> TASK PROMPT:
If a line in the data has the string "Cross", please show it.

> MATERIAL SHOWN:

::::::::

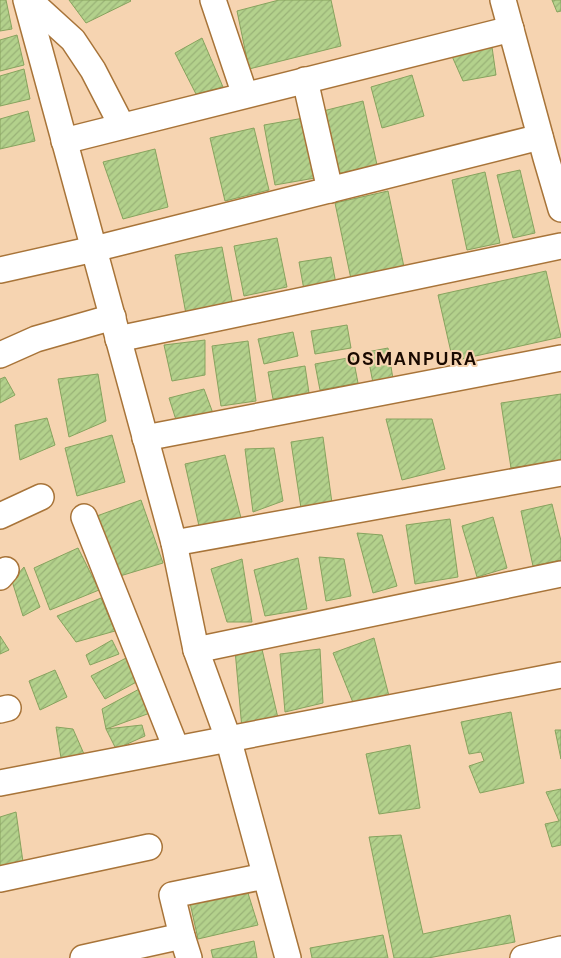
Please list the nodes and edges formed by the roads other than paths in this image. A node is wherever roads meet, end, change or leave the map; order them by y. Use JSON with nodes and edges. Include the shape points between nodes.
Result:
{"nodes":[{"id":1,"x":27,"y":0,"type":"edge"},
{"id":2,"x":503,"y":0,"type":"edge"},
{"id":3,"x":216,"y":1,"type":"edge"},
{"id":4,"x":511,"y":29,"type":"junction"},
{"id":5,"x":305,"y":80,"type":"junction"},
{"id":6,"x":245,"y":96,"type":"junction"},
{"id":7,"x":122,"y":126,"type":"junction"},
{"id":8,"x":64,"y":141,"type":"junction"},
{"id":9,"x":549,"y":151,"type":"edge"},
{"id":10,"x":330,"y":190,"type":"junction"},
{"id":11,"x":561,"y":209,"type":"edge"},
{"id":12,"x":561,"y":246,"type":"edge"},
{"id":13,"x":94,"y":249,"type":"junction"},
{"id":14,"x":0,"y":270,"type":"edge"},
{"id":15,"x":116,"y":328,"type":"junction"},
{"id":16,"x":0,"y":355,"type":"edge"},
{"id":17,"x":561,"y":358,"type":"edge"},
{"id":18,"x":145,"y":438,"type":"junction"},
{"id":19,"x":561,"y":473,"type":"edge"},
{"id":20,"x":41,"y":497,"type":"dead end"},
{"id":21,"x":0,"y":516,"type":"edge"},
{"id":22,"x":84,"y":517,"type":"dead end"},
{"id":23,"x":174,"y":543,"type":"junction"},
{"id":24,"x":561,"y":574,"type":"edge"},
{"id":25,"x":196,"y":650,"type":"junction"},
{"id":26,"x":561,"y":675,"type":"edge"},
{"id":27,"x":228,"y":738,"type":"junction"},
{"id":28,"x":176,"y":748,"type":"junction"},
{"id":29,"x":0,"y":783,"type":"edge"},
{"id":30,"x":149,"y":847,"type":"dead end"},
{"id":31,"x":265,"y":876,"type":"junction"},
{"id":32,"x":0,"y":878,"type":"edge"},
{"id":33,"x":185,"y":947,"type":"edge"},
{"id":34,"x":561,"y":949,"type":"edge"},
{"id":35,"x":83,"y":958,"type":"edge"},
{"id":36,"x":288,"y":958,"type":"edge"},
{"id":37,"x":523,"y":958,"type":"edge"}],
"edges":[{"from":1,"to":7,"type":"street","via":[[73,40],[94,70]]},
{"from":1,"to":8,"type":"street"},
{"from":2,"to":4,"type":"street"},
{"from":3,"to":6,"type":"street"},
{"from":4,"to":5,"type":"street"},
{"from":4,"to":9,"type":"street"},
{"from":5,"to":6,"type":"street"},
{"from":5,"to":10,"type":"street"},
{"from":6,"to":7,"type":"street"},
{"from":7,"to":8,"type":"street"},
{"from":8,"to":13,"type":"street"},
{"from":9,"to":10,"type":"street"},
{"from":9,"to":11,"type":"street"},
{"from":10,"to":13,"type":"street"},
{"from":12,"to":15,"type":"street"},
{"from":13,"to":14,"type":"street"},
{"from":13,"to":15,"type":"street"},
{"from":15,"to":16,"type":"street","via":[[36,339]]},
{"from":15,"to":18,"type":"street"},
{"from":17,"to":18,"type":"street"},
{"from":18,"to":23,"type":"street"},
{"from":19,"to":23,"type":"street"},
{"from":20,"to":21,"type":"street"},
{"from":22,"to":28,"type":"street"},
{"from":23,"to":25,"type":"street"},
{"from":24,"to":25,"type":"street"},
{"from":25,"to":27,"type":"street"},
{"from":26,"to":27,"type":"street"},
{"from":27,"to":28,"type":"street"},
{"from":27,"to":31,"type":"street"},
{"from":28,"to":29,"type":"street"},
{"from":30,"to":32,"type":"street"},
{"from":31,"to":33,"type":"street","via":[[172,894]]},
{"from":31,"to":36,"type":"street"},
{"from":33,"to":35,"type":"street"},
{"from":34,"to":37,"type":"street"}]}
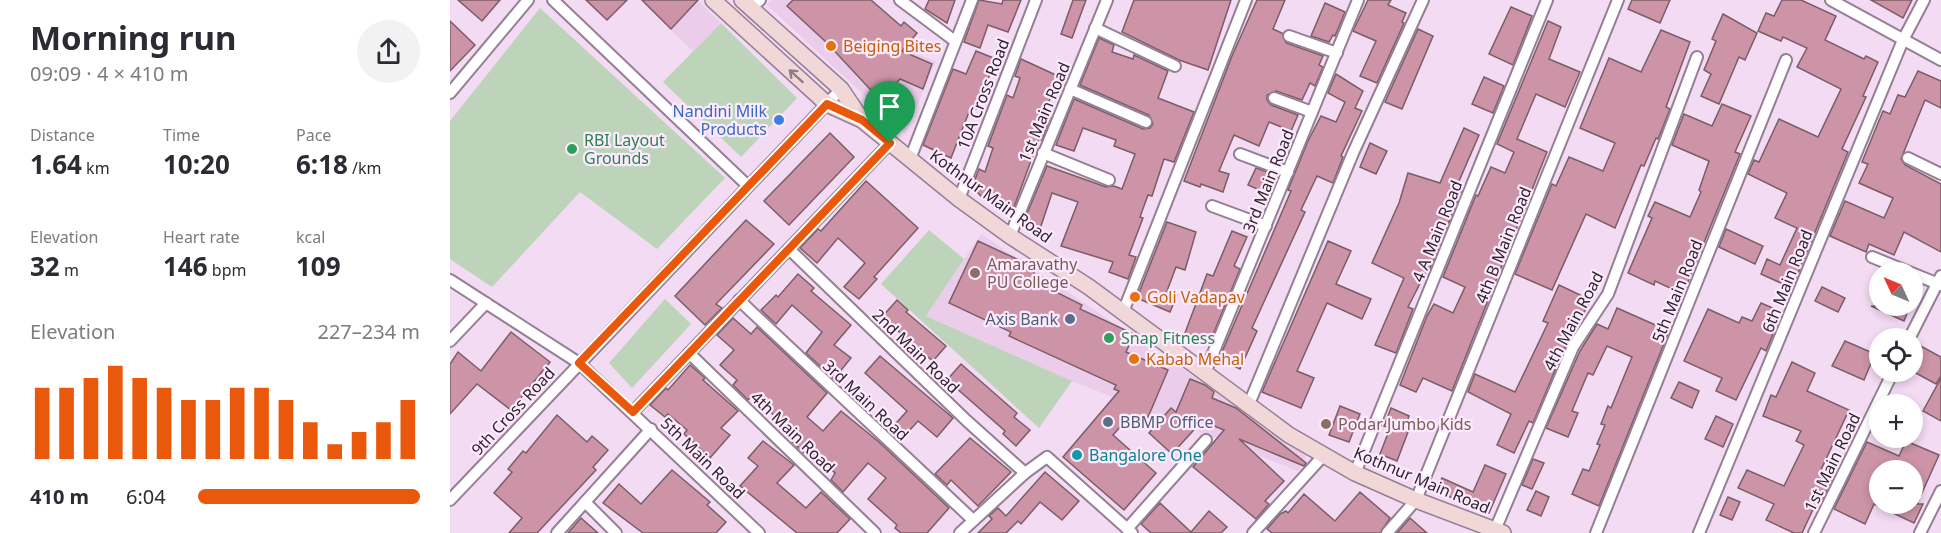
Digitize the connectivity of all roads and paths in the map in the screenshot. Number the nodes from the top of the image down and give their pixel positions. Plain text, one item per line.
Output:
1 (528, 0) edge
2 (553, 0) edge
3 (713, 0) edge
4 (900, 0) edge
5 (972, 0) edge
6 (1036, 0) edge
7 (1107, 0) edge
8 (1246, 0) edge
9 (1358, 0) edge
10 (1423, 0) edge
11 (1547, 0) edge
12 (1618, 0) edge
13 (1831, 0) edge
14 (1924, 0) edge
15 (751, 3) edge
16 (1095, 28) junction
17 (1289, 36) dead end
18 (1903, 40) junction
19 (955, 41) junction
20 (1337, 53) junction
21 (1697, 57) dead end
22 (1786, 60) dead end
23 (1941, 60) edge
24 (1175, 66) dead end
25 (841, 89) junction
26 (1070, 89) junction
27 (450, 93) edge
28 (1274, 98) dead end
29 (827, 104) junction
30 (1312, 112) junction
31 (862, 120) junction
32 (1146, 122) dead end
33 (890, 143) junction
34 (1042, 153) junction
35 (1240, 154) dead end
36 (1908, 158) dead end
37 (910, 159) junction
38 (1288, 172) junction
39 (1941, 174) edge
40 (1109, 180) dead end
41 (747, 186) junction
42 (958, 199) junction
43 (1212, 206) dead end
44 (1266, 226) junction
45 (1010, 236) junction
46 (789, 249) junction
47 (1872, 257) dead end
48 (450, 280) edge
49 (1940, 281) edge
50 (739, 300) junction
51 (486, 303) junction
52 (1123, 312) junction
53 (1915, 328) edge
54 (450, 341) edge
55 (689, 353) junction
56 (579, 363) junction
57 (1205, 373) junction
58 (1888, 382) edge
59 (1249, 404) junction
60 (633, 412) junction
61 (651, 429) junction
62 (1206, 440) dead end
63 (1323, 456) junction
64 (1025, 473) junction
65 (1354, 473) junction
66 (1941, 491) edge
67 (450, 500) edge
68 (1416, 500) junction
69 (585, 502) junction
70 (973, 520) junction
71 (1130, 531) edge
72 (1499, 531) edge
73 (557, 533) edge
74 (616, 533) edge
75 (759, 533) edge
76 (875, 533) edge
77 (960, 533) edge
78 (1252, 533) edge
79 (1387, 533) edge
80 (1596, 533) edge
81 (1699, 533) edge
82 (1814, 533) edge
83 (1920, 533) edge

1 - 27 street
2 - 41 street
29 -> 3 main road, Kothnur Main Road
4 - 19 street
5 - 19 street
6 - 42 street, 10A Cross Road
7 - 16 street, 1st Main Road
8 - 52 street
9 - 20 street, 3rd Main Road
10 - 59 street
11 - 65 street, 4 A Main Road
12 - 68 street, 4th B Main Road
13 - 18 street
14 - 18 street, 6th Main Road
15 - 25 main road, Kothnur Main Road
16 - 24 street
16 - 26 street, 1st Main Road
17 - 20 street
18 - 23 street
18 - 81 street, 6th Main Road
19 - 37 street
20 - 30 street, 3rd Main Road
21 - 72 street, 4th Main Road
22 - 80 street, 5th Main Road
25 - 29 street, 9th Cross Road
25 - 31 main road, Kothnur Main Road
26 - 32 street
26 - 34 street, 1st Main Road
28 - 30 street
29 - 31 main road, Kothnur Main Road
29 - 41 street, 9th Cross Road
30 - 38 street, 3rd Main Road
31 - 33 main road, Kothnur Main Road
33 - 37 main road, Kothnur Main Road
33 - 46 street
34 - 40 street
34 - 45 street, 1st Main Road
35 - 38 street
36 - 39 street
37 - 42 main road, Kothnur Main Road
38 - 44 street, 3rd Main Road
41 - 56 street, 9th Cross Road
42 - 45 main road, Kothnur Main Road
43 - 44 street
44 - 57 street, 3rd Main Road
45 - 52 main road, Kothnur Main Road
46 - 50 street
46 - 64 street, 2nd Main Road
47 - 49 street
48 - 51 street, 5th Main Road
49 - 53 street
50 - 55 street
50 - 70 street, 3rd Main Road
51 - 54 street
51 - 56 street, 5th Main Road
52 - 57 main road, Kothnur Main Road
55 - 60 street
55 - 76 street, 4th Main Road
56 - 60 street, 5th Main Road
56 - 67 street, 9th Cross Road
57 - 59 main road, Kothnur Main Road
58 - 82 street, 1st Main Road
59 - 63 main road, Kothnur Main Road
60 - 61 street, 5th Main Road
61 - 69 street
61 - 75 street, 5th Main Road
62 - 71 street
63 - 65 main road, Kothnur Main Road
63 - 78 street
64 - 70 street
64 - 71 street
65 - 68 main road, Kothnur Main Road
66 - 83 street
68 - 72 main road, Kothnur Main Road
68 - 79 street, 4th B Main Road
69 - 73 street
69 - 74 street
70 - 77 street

::::::::

> RESULT OF THIS EXERCISE:
6 - 42 street, 10A Cross Road
25 - 29 street, 9th Cross Road
29 - 41 street, 9th Cross Road
41 - 56 street, 9th Cross Road
56 - 67 street, 9th Cross Road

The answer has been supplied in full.